After all the hooha of the topic regarding tropica and a UKAPS sponsor, I'll fully put my hand up to being maybe slightly aggressive.

now i still have my views on the subject, but that said i shouldn't of acted in the way i did.I just feel quite strong about this hobby, as do others and some may be saying that why should i have an opinion when I've only been doing this for 5 minutes! regardless of skill or ability, i still have morales and standards. although, the second has faltered recently.

firstly, I'd like to say to John Starkey that I'm sorry for the aggression, it wasn't needed and nor will it happen again. 

If I've offended any of the ukaps founders or mods in any way shape or form, i also apologies to you, and if I've somehow caused stress for one of the sponsors, then also a sincere apology goes out to you.

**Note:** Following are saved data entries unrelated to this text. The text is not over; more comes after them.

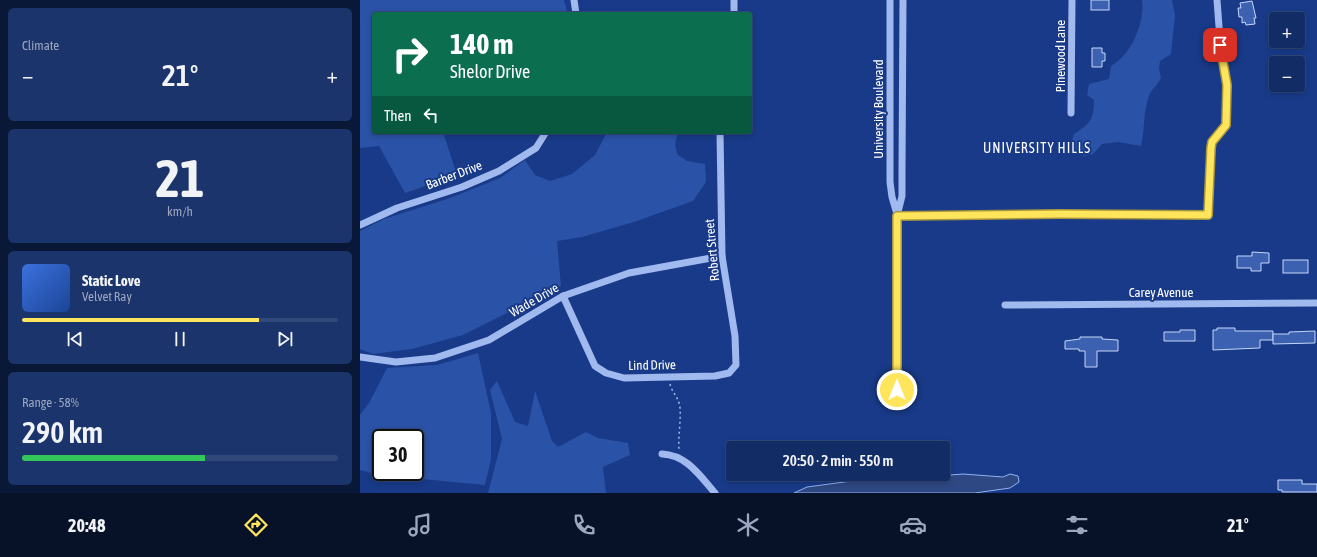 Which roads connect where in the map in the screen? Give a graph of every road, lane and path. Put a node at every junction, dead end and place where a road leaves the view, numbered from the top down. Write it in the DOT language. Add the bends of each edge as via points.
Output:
graph roads {
  1 [pos="574,0"];
  2 [pos="734,0"];
  3 [pos="890,0"];
  4 [pos="903,0"];
  5 [pos="1072,0"];
  6 [pos="1217,0"];
  7 [pos="576,12"];
  8 [pos="734,12"];
  9 [pos="1072,113"];
  10 [pos="545,134"];
  11 [pos="720,134"];
  12 [pos="897,216"];
  13 [pos="360,225"];
  14 [pos="722,256"];
  15 [pos="563,296"];
  16 [pos="1317,304"];
  17 [pos="1005,305"];
  18 [pos="360,357"];
  19 [pos="736,365"];
  20 [pos="671,377"];
  21 [pos="897,390"];
  22 [pos="662,454"];
  23 [pos="679,458"];
  24 [pos="716,493"];
  1 -- 7 [label="street"];
  2 -- 8 [label="street"];
  3 -- 12 [label="street, University Boulevard" via="890,182"];
  4 -- 12 [label="street, University Boulevard" via="902,196"];
  5 -- 9 [label="street, Pinewood Lane"];
  6 -- 12 [label="street" via="1220,53 1227,85 1227,103 1226,125 1212,142 1208,215"];
  10 -- 13 [label="street, Barber Drive" via="536,148 499,171 462,187 397,208"];
  11 -- 14 [label="street, Robert Street"];
  12 -- 21 [label="street, University Boulevard"];
  14 -- 15 [label="street, Wade Drive" via="629,273"];
  14 -- 19 [label="street, Robert Street" via="735,336"];
  15 -- 18 [label="street, Wade Drive" via="489,340 435,358 396,362"];
  15 -- 20 [label="street, Lind Drive" via="595,366 606,373 624,378"];
  16 -- 17 [label="street, Carey Avenue"];
  19 -- 20 [label="street, Lind Drive" via="729,373 715,376"];
  20 -- 23 [label="path" via="671,388 678,397 680,407"];
  22 -- 23 [label="street"];
  23 -- 24 [label="street" via="695,470"];
}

whether i believe in what goes off in certain areas of this hobby, is none of my business and I'll make sure i don't get involved in it in the future.

i felt this was needed as i tend to feel uncomfortable with the "bad" feelings vibe, so with this now out in the open I can continue in a stress free environment.

many thanks,

mark


----------



## George Farmer (5 Apr 2009)

Thanks, Mark.


----------



## Dave Spencer (5 Apr 2009)

This sure is a passionate hobby.  

Experience or time served doesn`t always account for a great deal, Mark. You are a highly regarded and valued member of this forum, irrespective of how new you may be. Your passion will only lead you on to even better scapes.

Let`s face it, us Brits have always been a feisty bunch, and with a bit of Johnny the wop Latino thrown in...  . I say we all hug it out.

Let`s get back to sticking plants in mud and have a good day in May at the aquascaping demo.

Dave.


----------



## Dan Crawford (5 Apr 2009)

Mark, thats very gracious of you to have put your hand up. All the animosity hasn't be caused by just you alone, there have been a few members with less than appropriate attitudes and it's a credit to you that you've taken it upon yourself to stand up and appolagize. Your a well respected member of this community and this'll only strengthen people's opinion of you. It took some spuds to do that Mark and for me, that commands more respect than any aquascape or aquascaping knowledge.


----------



## The Green Machine (5 Apr 2009)

Nicely said Mark,

Peace and love and long live UKAPS.

All the best,

Jim, Mark and the boys.


----------



## George Farmer (5 Apr 2009)

The-Green-Machine said:
			
		

> Peace and love and long live UKAPS.


Amen to that!


----------



## Thomas McMillan (5 Apr 2009)

I don't think you're responsible Mark, although I have to admit I was a little shocked when I saw your post in that topic - you're not one to get involved in the drama. 

Let's hope from now on UKAPS is a happier place for everyone.


----------



## John Starkey (5 Apr 2009)

Hi Mark,
personally you didnt do nothing to offend me or do i think you were aggressive towards me,
but i admire you for the public apology,so thank you,
regards john.


----------